-------- DATA SECTION

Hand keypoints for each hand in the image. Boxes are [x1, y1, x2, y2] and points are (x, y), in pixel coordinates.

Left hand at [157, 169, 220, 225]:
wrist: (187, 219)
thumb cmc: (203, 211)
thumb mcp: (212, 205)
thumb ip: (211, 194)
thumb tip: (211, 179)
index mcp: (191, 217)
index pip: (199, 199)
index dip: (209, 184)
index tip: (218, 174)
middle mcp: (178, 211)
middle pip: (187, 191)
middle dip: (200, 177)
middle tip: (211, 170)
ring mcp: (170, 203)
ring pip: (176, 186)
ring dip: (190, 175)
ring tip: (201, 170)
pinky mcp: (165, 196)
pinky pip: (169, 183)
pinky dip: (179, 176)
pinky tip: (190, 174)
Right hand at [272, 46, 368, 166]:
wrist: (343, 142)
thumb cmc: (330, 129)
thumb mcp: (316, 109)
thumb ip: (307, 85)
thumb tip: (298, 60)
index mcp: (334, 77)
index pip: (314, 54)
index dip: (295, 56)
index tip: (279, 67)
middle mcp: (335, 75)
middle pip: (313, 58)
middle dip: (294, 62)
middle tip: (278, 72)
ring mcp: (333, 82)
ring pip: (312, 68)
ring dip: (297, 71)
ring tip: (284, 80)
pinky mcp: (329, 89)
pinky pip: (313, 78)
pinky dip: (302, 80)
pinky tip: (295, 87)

----------------
-------- DATA SECTION

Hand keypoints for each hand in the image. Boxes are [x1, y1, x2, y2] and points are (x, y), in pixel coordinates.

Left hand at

----------------

**WHAT IS BEING ASKED:** Give only the lines from the one holding "thumb cmc: (203, 211)" through the one holding "pinky mcp: (165, 196)", each restated exactly as it appears above.

**RESPONSE TO THIS EXERCISE:**
thumb cmc: (203, 211)
thumb mcp: (212, 205)
thumb ip: (211, 194)
thumb tip: (211, 179)
index mcp: (191, 217)
index pip: (199, 199)
index dip: (209, 184)
index tip: (218, 174)
middle mcp: (178, 211)
middle pip: (187, 191)
middle dip: (200, 177)
middle tip: (211, 170)
ring mcp: (170, 203)
ring pip: (176, 186)
ring dip: (190, 175)
ring tip: (201, 170)
pinky mcp: (165, 196)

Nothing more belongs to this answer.